## WORK REQUIRED
A word-for-word copy of the entries is the only acceptable reply.

## DATA UNDER STUDY
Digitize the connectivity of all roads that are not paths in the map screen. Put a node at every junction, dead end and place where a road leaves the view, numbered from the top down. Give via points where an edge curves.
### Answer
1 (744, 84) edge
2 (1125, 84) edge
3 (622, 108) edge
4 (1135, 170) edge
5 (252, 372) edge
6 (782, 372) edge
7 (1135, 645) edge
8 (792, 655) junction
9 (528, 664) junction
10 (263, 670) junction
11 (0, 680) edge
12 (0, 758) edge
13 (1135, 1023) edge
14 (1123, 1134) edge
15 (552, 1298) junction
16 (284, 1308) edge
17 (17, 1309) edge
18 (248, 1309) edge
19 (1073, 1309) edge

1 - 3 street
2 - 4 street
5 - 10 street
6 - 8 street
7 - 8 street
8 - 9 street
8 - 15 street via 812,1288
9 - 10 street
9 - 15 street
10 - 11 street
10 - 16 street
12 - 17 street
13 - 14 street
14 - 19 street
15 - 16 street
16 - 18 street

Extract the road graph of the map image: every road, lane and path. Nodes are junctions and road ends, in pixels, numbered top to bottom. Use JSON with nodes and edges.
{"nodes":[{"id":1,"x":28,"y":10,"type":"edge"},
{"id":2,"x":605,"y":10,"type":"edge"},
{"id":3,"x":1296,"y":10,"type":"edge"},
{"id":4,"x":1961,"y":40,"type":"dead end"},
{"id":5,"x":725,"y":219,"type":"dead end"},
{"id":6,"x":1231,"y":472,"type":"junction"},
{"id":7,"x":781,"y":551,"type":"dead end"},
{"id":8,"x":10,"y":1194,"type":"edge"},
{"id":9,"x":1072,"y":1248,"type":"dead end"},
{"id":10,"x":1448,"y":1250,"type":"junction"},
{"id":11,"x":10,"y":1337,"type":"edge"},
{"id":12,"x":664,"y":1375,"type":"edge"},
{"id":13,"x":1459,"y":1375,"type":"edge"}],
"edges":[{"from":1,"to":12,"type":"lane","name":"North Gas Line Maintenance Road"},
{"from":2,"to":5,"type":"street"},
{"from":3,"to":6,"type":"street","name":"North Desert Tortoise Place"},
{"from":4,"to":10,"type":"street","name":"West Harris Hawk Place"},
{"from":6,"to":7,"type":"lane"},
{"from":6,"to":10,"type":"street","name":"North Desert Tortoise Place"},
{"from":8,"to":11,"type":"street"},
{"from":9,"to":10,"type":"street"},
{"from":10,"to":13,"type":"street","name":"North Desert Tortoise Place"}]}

## TASK RESPONSE
Digitize the connectivity of all roads that are not paths in the map screen. Put a node at every junction, dead end and place where a road leaves the view, numbered from the top down. Give via points where an edge curves.
### Answer
1 (744, 84) edge
2 (1125, 84) edge
3 (622, 108) edge
4 (1135, 170) edge
5 (252, 372) edge
6 (782, 372) edge
7 (1135, 645) edge
8 (792, 655) junction
9 (528, 664) junction
10 (263, 670) junction
11 (0, 680) edge
12 (0, 758) edge
13 (1135, 1023) edge
14 (1123, 1134) edge
15 (552, 1298) junction
16 (284, 1308) edge
17 (17, 1309) edge
18 (248, 1309) edge
19 (1073, 1309) edge

1 - 3 street
2 - 4 street
5 - 10 street
6 - 8 street
7 - 8 street
8 - 9 street
8 - 15 street via 812,1288
9 - 10 street
9 - 15 street
10 - 11 street
10 - 16 street
12 - 17 street
13 - 14 street
14 - 19 street
15 - 16 street
16 - 18 street

Extract the road graph of the map image: every road, lane and path. Nodes are junctions and road ends, in pixels, numbered top to bottom. Use JSON with nodes and edges.
{"nodes":[{"id":1,"x":28,"y":10,"type":"edge"},
{"id":2,"x":605,"y":10,"type":"edge"},
{"id":3,"x":1296,"y":10,"type":"edge"},
{"id":4,"x":1961,"y":40,"type":"dead end"},
{"id":5,"x":725,"y":219,"type":"dead end"},
{"id":6,"x":1231,"y":472,"type":"junction"},
{"id":7,"x":781,"y":551,"type":"dead end"},
{"id":8,"x":10,"y":1194,"type":"edge"},
{"id":9,"x":1072,"y":1248,"type":"dead end"},
{"id":10,"x":1448,"y":1250,"type":"junction"},
{"id":11,"x":10,"y":1337,"type":"edge"},
{"id":12,"x":664,"y":1375,"type":"edge"},
{"id":13,"x":1459,"y":1375,"type":"edge"}],
"edges":[{"from":1,"to":12,"type":"lane","name":"North Gas Line Maintenance Road"},
{"from":2,"to":5,"type":"street"},
{"from":3,"to":6,"type":"street","name":"North Desert Tortoise Place"},
{"from":4,"to":10,"type":"street","name":"West Harris Hawk Place"},
{"from":6,"to":7,"type":"lane"},
{"from":6,"to":10,"type":"street","name":"North Desert Tortoise Place"},
{"from":8,"to":11,"type":"street"},
{"from":9,"to":10,"type":"street"},
{"from":10,"to":13,"type":"street","name":"North Desert Tortoise Place"}]}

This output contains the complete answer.